Joshua Gans is a Professor of Strategic Management and holder of the Jeffrey S. Skoll Chair of Technical Innovation and Entrepreneurship at the Rotman School of Management, the University of Toronto (with a cross-appointment in the Department of Economics). Joshua is also Chief Economist of the University of Toronto's Creative Destruction Lab. Prior to 2011, he was the foundation Professor of Management (Information Economics) at the Melbourne Business School, University of Melbourne and before that, he was at the School of Economics, University of New South Wales. In 2011, Joshua was a visiting researcher at Microsoft Research (New England). Joshua holds a PhD from Stanford University and an honors degree in economics from the University of Queensland. In 2012, Joshua was appointed as a Research Associate of the NBER in the Productivity, Innovation and Entrepreneurship Program. Joshua is a Fellow of the Academy of the Social Sciences in Australia, a Distinguished Fellow of the Luohan Academy, a Senior Academic Fellow at the e61 Institute, a Research Fellow at FinTech@Cornell Initiative and a research affiliate at MIT’s Center for Digital Business.
At Rotman, he teaches MBA students entrepreneurial strategy. He has also co-authored (with Stephen King and Robin Stonecash) the Australasian edition of Greg Mankiw's Principles of Economics (published by Cengage), Core Economics for Managers (Cengage), Finishing the Job (MUP), Parentonomics (New South/MIT Press) and Information Wants to be Shared (Harvard Business Review Press) and The Disruption Dilemma (MIT Press, 2016); Scholarly Publishing and its Discontents (2017), Prediction Machines: The Simple Economics of Artificial Intelligence (HBR Press, 2018) and Innovation + Equality (MIT Press, 2019). His most recent books were The Pandemic Information Gap: The Brutal Economics of Covid-19 (MIT Press, 2020) and The Pandemic Information Solution: Overcoming the Brutal Economics of Covid-19 (Endeavor, 2021). In late 2022, he will publish Power & Prediction: The Disruptive Economics of Artificial Intelligence (HBR Press) and, in 2023, Entrepreneurship: A Strategic Approach (Norton).

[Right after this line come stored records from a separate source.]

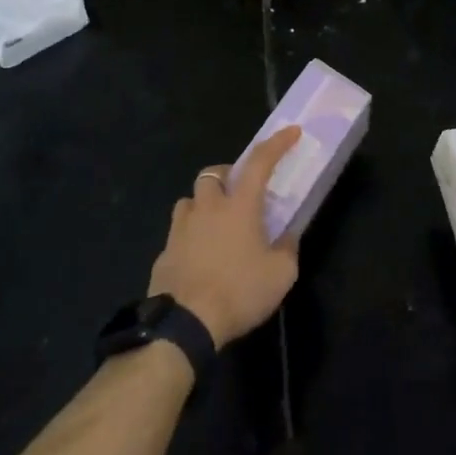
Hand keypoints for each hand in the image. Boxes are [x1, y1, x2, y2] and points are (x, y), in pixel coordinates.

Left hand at [148, 126, 301, 346]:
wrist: (185, 323)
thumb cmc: (239, 292)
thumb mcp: (280, 275)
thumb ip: (288, 249)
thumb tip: (287, 236)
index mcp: (239, 206)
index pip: (260, 162)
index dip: (277, 144)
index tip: (291, 132)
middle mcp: (207, 208)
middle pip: (212, 174)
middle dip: (227, 176)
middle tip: (241, 193)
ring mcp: (181, 228)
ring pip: (190, 200)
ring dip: (204, 204)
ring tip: (217, 225)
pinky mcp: (164, 252)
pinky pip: (179, 232)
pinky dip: (191, 236)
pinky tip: (200, 258)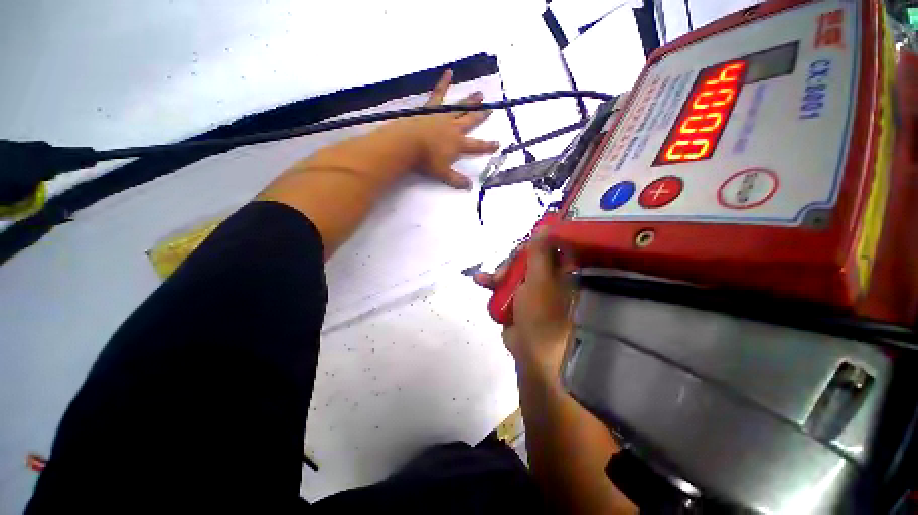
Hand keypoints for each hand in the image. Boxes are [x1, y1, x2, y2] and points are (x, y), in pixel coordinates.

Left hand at [383, 70, 499, 189]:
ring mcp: (443, 116)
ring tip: (480, 93)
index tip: (498, 143)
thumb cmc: (426, 160)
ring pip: (460, 107)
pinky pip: (439, 94)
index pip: (477, 146)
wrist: (407, 144)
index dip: (488, 146)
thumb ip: (457, 180)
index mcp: (458, 144)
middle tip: (490, 109)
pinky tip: (449, 72)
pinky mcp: (430, 108)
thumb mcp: (443, 174)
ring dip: (470, 100)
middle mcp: (454, 128)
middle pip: (471, 121)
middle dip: (481, 116)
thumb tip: (470, 187)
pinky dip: (444, 83)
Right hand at [475, 230, 575, 380]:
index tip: (523, 243)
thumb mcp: (540, 279)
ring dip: (498, 272)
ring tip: (487, 279)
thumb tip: (544, 226)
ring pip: (512, 271)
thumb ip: (540, 252)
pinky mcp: (516, 300)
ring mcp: (530, 289)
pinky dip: (492, 283)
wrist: (532, 352)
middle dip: (512, 261)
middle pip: (527, 258)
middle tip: (505, 270)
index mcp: (560, 272)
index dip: (536, 241)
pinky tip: (480, 280)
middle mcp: (547, 278)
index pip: (551, 247)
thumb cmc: (541, 312)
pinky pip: (503, 285)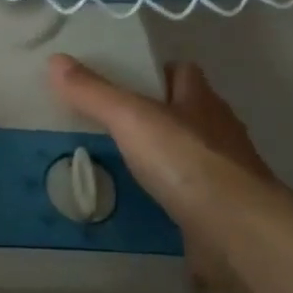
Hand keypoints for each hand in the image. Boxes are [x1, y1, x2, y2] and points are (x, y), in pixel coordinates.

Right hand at [48, 54, 292, 292]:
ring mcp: (224, 175)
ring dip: (166, 158)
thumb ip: (94, 93)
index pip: (184, 73)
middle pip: (189, 113)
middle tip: (114, 123)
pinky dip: (171, 197)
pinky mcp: (221, 213)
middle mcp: (219, 133)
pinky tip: (144, 206)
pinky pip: (192, 197)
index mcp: (201, 101)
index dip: (159, 72)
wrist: (237, 232)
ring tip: (123, 165)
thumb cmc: (186, 162)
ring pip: (191, 156)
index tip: (127, 79)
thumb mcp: (131, 119)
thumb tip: (55, 60)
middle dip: (159, 116)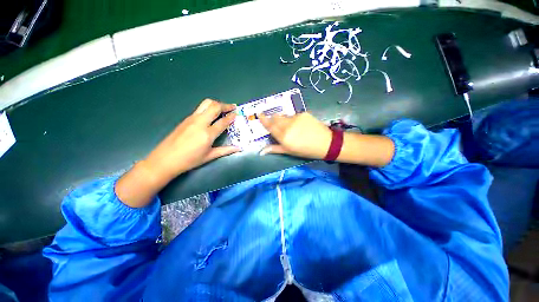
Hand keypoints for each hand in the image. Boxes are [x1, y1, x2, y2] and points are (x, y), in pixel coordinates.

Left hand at [145, 99, 239, 178]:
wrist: (165, 159)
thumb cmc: (189, 160)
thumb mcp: (209, 156)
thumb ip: (225, 150)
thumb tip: (238, 148)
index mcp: (207, 134)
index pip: (223, 121)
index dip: (231, 117)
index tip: (237, 114)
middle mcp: (200, 123)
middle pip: (214, 107)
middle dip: (225, 105)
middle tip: (232, 107)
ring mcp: (192, 119)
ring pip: (206, 104)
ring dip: (216, 104)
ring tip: (223, 108)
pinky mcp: (186, 119)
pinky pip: (200, 109)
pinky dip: (209, 108)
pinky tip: (211, 114)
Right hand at [258, 112, 394, 166]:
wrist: (326, 143)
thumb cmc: (306, 150)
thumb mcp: (289, 151)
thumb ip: (275, 149)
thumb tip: (261, 151)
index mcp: (283, 136)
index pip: (270, 126)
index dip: (263, 119)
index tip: (259, 114)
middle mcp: (288, 125)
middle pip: (276, 118)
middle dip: (274, 119)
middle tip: (277, 125)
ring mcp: (296, 118)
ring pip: (284, 116)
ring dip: (284, 120)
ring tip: (292, 127)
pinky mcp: (303, 113)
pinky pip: (294, 115)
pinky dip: (294, 119)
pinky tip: (300, 125)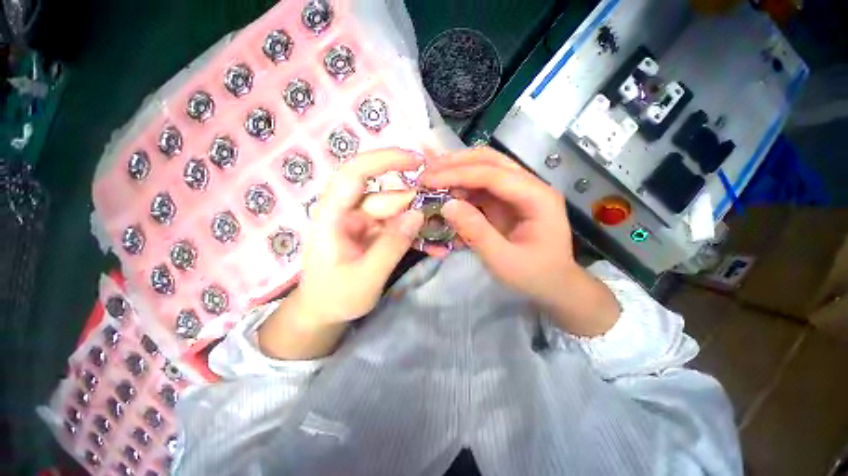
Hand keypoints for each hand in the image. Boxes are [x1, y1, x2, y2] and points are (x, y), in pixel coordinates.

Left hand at [259, 149, 424, 358]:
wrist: (324, 312)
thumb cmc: (335, 296)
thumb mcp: (365, 278)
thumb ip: (390, 246)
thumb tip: (417, 214)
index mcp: (333, 216)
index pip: (354, 174)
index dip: (383, 160)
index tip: (416, 160)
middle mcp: (348, 212)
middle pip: (384, 196)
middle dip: (414, 203)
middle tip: (441, 214)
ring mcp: (363, 223)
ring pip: (396, 211)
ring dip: (419, 221)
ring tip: (443, 234)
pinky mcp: (374, 233)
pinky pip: (398, 227)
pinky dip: (415, 235)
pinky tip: (434, 247)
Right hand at [421, 148, 619, 336]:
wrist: (554, 284)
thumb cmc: (534, 275)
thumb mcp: (503, 260)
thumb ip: (476, 233)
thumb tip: (447, 206)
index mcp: (537, 198)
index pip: (493, 175)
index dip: (458, 174)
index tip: (428, 179)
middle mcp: (530, 186)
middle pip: (491, 161)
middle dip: (456, 163)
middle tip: (427, 171)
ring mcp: (518, 192)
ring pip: (485, 168)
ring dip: (458, 170)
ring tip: (432, 177)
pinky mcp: (507, 201)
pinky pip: (482, 186)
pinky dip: (462, 186)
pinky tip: (446, 191)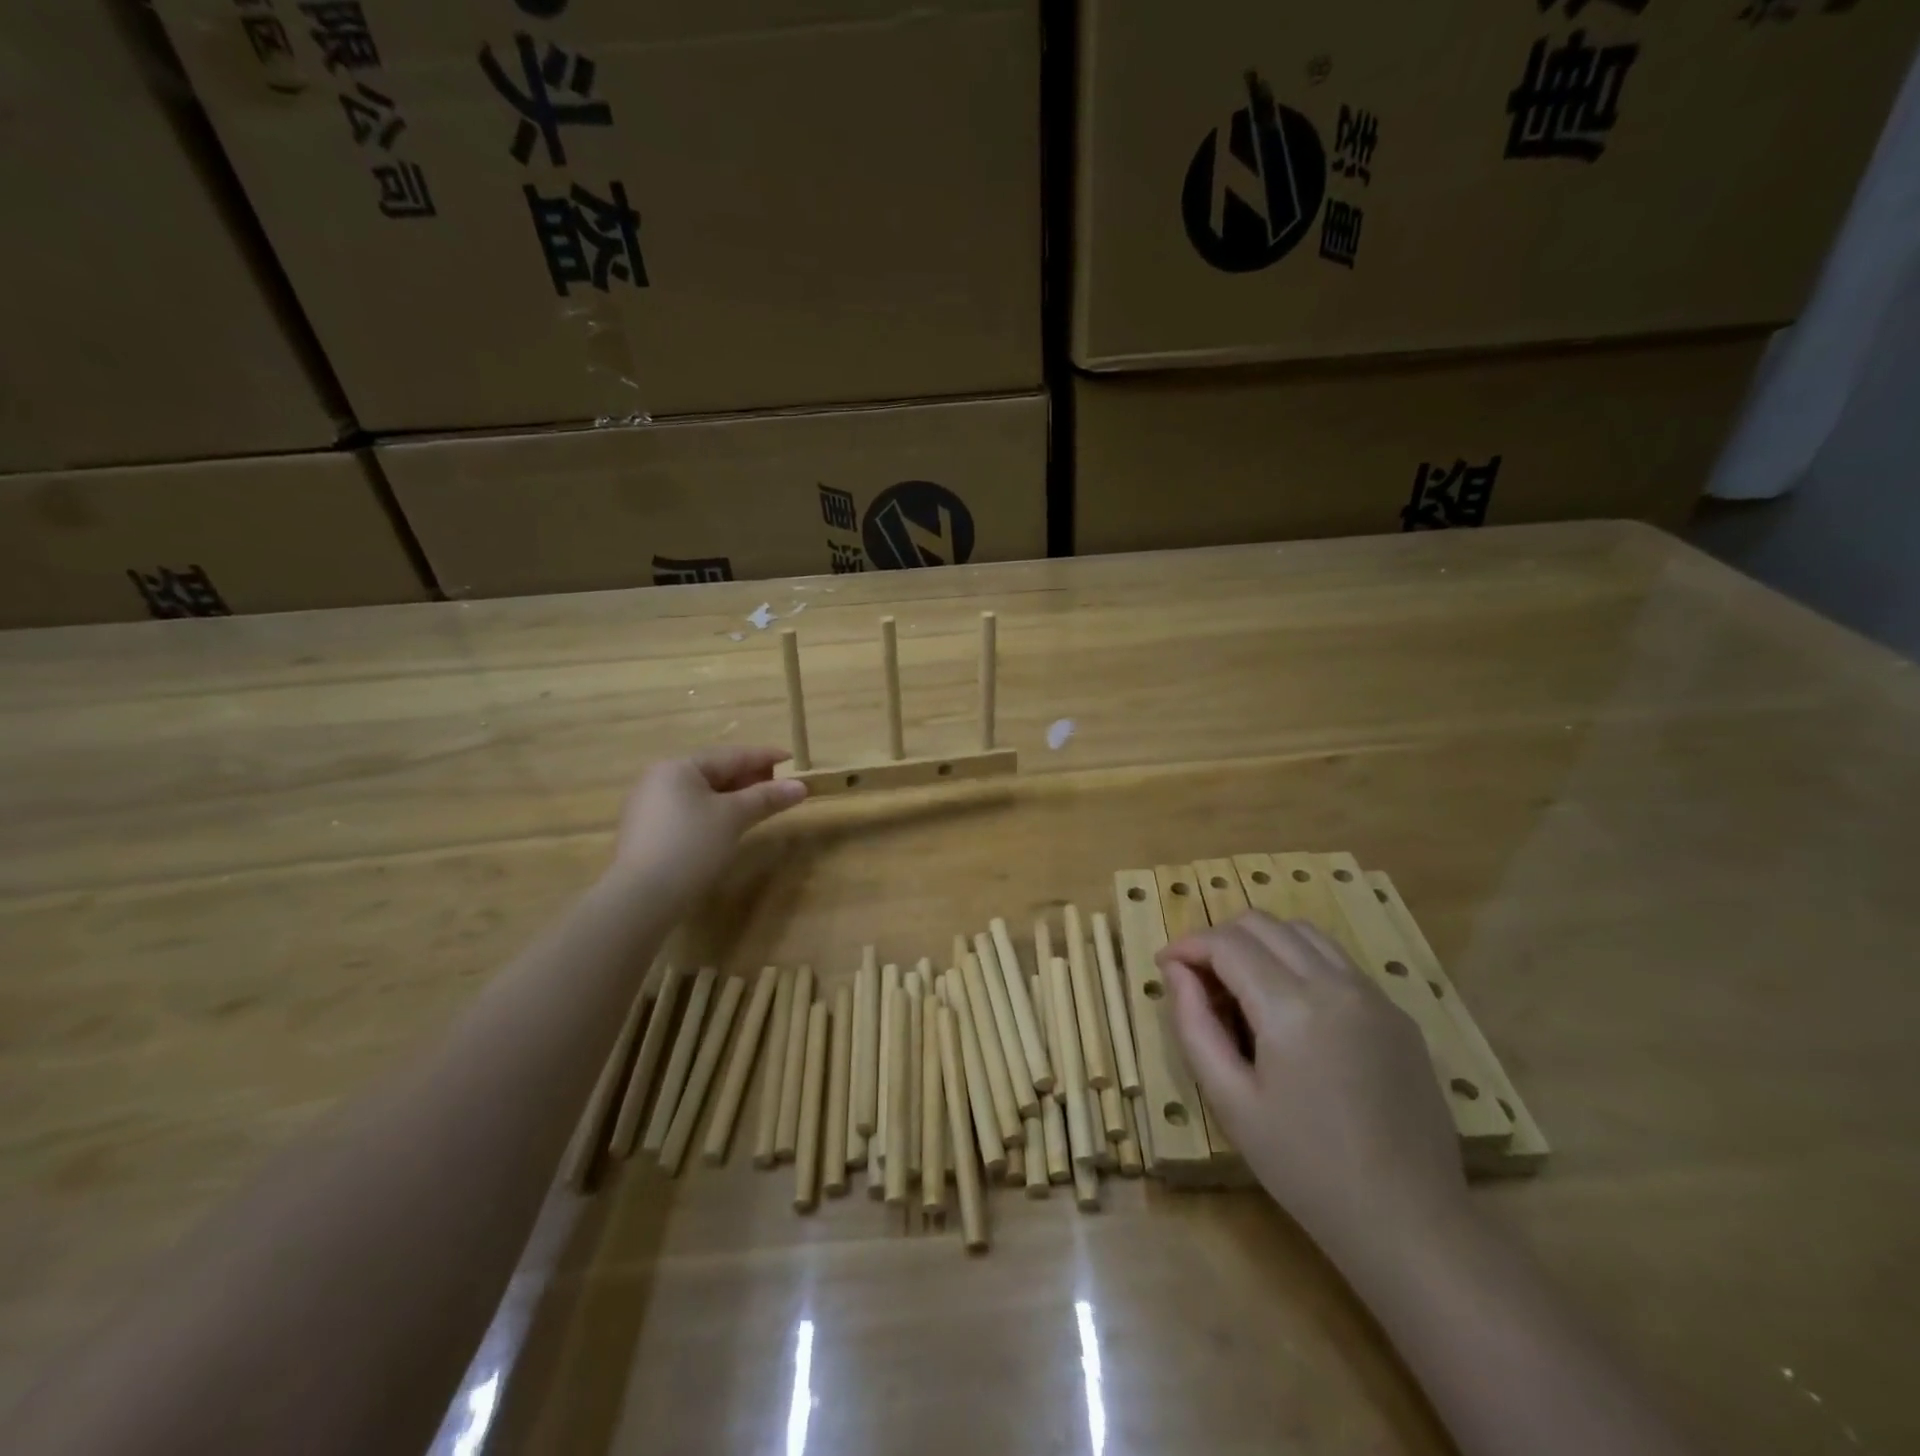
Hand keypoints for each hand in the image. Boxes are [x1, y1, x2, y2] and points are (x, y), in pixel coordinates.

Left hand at [610, 747, 807, 909]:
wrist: (641, 898)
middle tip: (780, 785)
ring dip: (734, 797)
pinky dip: (714, 813)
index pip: (730, 755)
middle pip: (714, 772)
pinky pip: (689, 812)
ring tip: (761, 804)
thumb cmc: (691, 845)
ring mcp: (649, 807)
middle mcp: (659, 779)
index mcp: (678, 767)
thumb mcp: (734, 817)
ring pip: (701, 794)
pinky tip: (730, 825)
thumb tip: (801, 786)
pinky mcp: (648, 833)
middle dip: (749, 778)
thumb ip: (767, 797)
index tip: (791, 759)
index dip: (764, 757)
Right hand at [1158, 913, 1465, 1262]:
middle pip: (1263, 924)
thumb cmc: (1305, 1168)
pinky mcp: (1397, 1013)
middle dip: (1219, 938)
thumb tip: (1175, 971)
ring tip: (1241, 984)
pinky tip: (1289, 1006)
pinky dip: (1299, 960)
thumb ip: (1194, 1025)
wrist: (1411, 1224)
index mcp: (1291, 1007)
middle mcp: (1335, 984)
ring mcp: (1374, 995)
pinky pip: (1337, 961)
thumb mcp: (1230, 1101)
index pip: (1226, 943)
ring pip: (1302, 932)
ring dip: (1261, 942)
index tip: (1165, 965)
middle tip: (1198, 978)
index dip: (1187, 945)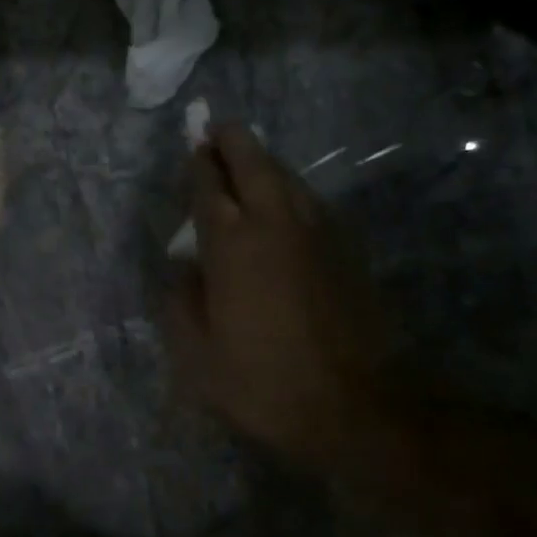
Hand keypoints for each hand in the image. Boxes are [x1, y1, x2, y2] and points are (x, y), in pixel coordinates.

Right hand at [166, 123, 399, 477]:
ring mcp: (319, 233)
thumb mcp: (196, 354)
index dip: (198, 165)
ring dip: (264, 163)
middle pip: (254, 164)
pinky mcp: (348, 250)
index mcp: (232, 244)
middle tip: (217, 130)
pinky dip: (290, 190)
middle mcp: (276, 223)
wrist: (355, 407)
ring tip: (246, 160)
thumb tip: (183, 267)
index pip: (210, 187)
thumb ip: (181, 301)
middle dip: (233, 142)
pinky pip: (311, 202)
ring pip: (288, 178)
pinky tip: (283, 202)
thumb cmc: (262, 382)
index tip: (191, 148)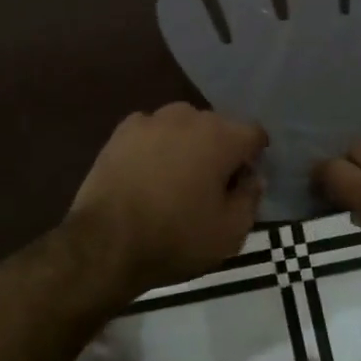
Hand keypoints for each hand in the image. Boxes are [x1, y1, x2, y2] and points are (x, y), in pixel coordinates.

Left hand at [68, 103, 266, 299]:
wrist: (106, 242)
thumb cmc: (176, 238)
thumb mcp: (230, 233)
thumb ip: (250, 199)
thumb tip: (252, 178)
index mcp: (222, 137)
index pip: (254, 134)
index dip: (254, 157)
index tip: (244, 183)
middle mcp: (189, 117)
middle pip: (218, 126)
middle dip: (220, 149)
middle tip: (211, 185)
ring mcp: (152, 120)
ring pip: (183, 125)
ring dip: (187, 144)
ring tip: (176, 177)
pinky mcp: (122, 131)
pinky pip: (152, 131)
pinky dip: (156, 145)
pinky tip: (147, 172)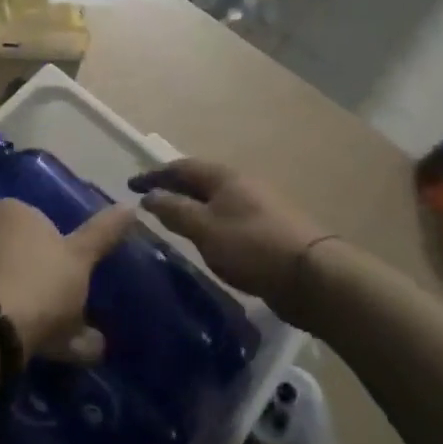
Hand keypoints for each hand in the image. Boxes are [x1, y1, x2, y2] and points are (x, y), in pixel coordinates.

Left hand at [0, 199, 134, 362]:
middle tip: (37, 305)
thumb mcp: (80, 261)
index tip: (56, 284)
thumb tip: (131, 208)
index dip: (48, 255)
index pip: (36, 224)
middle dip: (19, 266)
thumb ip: (104, 234)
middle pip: (7, 243)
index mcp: (16, 208)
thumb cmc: (43, 284)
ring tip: (12, 321)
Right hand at [129, 159, 324, 311]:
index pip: (181, 167)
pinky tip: (205, 239)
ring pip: (215, 199)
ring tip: (172, 221)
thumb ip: (174, 210)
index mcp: (224, 177)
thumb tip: (149, 196)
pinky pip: (228, 217)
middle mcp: (242, 183)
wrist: (312, 276)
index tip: (131, 185)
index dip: (154, 175)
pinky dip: (208, 221)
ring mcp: (258, 205)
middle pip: (200, 180)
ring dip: (191, 205)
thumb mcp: (204, 228)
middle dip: (173, 188)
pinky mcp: (268, 228)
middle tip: (149, 202)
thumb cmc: (252, 247)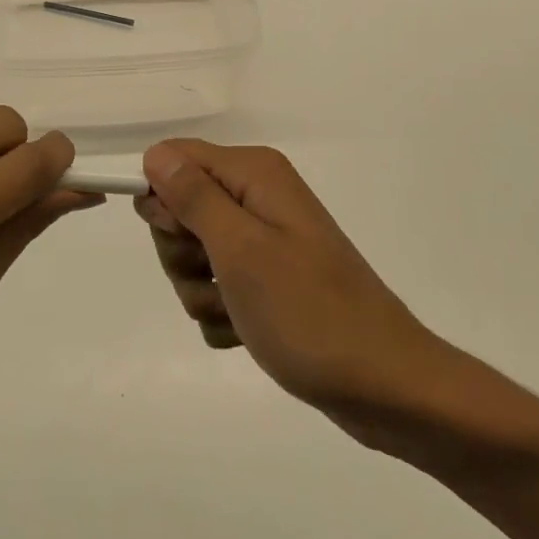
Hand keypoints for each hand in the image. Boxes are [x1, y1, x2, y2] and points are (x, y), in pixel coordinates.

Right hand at [136, 140, 449, 431]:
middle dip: (183, 253)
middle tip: (214, 278)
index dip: (162, 199)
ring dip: (201, 291)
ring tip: (238, 313)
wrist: (383, 384)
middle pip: (180, 210)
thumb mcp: (240, 250)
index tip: (179, 237)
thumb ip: (193, 197)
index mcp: (255, 175)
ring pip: (194, 256)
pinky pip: (217, 290)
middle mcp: (258, 197)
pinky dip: (223, 315)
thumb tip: (155, 153)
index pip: (176, 159)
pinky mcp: (269, 282)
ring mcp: (265, 242)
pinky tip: (248, 333)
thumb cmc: (308, 312)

While Joshua's research interests are varied, he has developed specialities in the nature of technological competition and innovation, economic growth, publishing economics, industrial organisation and regulatory economics. This has culminated in publications in the American Economic Review, Journal of Political Economy, RAND Journal of Economics, Journal of Economic Perspectives, Journal of Public Economics, and the Journal of Regulatory Economics. Joshua serves as the Department Editor (Business Strategy) of Management Science and an associate editor at the Journal of Industrial Economics and is on the editorial boards of the BE Journals of Economic Analysis and Policy, Economic Analysis and Policy, Games and the Review of Network Economics. In 2007, Joshua was awarded the Economic Society of Australia’s Young Economist Award. In 2008, Joshua was elected as a Fellow of the Academy of Social Sciences, Australia. Details of his research activities can be found here. In 2011, Joshua (along with Fiona Murray of MIT) received a grant for almost $1 million from the Sloan Foundation to explore the Economics of Knowledge Contribution and Distribution. In 2017, Joshua won the Roger Martin Award for Research Excellence at the Rotman School of Management. In 2019, Joshua was awarded the PURC Distinguished Service Award from the Public Utility Research Center at the University of Florida for his contributions to regulatory economics.
On the consulting side, Joshua is managing director of Core Economic Research and a Senior Consultant with Charles River Associates. In the past, Joshua has worked with several established consulting firms, including London Economics, Frontier Economic, Keystone Strategy and the Brattle Group. He has also been retained by the Australian Competition and Consumer Commission and the Federal Trade Commission, where he worked on expert testimony in several abuse of market power cases as well as on issues in telecommunications network competition. Overall his consulting experience covers intellectual property protection, energy (gas and electricity markets), telecommunications, financial services and banking, pharmaceuticals and rail transport.